HC: Não é uma crise, isso já se incorporou ao processo de produção, é permanente e está cada dia maior. Eu não vejo como isso melhorar no longo prazo porque não é apenas o “eu-consumidor” que tem que ter responsabilidade, medo e cuidado no que compro. A utilização de agroquímicos e agrotóxicos em agricultura familiar e nos assentamentos de reforma agrária, por exemplo, ainda existe, mas é muito mais responsável. A utilização é irresponsável na produção agrícola de escala industrial, no famoso agronegócio. Esse usa muito mais, porque tem produzir muito mais, porque tem que ter muito mais lucro. Alguém tem que mexer nisso. Tem que ter uma visão estratégica do desenvolvimento, que não é esse modelo que temos hoje. Pode mudar se começarmos a investir em processos agro-ecológicos, se a produção agrícola ficar mais responsável, se a agricultura orgânica for incentivada, subsidiada. Portanto, é uma decisão política que pouca gente teria coragem de tomar.
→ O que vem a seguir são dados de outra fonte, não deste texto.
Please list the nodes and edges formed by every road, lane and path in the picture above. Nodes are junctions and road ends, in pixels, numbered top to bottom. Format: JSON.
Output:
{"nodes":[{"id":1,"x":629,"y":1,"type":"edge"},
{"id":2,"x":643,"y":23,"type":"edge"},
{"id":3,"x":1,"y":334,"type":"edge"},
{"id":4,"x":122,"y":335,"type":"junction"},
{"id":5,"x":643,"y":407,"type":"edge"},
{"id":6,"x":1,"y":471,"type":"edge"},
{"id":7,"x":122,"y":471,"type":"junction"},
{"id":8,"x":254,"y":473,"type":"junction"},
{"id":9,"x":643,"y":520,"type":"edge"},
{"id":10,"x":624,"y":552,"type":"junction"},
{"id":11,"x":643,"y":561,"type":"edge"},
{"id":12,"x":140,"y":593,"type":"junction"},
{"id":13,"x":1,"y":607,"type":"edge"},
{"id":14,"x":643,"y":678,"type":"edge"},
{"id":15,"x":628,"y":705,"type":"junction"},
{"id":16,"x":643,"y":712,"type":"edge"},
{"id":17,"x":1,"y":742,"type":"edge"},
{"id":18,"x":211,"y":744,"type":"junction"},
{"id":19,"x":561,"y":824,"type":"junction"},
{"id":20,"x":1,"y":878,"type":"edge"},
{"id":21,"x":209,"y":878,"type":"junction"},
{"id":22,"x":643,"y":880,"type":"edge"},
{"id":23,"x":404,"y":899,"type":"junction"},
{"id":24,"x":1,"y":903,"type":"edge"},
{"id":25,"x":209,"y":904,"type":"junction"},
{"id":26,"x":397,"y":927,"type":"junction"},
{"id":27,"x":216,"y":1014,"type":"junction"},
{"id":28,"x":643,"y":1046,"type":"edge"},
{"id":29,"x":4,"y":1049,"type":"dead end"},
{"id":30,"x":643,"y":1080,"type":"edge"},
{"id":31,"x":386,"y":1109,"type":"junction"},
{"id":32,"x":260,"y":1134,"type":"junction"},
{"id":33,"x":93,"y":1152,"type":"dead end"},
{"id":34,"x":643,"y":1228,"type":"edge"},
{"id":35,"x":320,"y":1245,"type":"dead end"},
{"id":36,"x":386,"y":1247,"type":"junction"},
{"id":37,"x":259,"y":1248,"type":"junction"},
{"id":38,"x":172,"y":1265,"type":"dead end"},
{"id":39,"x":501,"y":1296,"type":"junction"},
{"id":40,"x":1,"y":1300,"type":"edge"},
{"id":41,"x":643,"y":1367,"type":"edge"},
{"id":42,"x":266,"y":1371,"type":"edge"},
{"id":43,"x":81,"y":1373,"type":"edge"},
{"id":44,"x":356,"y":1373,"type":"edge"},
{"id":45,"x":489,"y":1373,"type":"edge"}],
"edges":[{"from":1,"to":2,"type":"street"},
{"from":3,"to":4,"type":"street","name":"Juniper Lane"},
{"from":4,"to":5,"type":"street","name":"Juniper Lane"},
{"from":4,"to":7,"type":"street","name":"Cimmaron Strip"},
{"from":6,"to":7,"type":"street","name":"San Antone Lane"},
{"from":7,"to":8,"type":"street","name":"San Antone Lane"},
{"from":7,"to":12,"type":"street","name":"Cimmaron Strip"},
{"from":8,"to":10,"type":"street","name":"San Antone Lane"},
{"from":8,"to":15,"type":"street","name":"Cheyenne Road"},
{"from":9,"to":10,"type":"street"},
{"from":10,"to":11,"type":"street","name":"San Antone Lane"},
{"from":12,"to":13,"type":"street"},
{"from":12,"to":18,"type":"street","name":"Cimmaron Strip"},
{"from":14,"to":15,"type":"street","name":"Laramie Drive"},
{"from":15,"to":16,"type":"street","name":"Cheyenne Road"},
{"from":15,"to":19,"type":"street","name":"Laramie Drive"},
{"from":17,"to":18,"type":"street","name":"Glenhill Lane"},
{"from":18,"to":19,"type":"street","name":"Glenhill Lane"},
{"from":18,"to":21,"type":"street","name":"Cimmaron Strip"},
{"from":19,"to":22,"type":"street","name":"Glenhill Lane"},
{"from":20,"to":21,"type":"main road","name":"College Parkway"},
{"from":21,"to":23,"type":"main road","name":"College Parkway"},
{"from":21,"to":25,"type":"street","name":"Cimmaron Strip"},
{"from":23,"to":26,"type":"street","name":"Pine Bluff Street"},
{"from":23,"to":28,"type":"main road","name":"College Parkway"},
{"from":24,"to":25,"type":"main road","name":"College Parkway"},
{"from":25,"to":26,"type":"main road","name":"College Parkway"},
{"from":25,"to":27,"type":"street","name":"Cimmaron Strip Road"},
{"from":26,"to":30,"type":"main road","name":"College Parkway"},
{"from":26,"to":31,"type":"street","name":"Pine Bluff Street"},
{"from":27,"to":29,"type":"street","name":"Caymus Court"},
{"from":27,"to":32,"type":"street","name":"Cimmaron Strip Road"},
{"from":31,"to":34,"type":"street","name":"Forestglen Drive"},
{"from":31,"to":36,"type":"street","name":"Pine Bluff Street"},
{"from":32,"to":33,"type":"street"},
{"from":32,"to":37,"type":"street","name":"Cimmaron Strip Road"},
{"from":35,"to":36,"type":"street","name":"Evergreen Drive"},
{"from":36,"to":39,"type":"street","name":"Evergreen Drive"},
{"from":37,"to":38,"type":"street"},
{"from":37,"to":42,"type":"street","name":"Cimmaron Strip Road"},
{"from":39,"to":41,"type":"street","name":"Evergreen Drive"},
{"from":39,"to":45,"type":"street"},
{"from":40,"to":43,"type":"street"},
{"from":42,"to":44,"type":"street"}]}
RNP: E quem arca com custo desse atual modelo?

HC: O cidadão numa parte e a saúde pública na outra. Como sempre, e essa é uma característica desse modelo, o lucro é privado e o prejuízo socializado. A saúde pública arca com uma parte significativa dos custos, por tratar uma população que está ficando mais doente. E nós também [pagamos]. Há muito tempo atrás houve uma pesquisa da Fiocruz que demonstrou que numa cidade do interior do Paraná, a exposição intensa ao agrotóxico causou o declínio do nascimento de homens. Alguns pesticidas são associados ao câncer de mama, outros à perda de fertilidade feminina. Já sabemos que remédios de uso veterinário estão sendo localizados no leite consumido nos Estados Unidos e na Europa. O fungicida mais utilizado na uva é associado à inflamação na próstada. Ou seja, quem é que está pagando isso é a sociedade.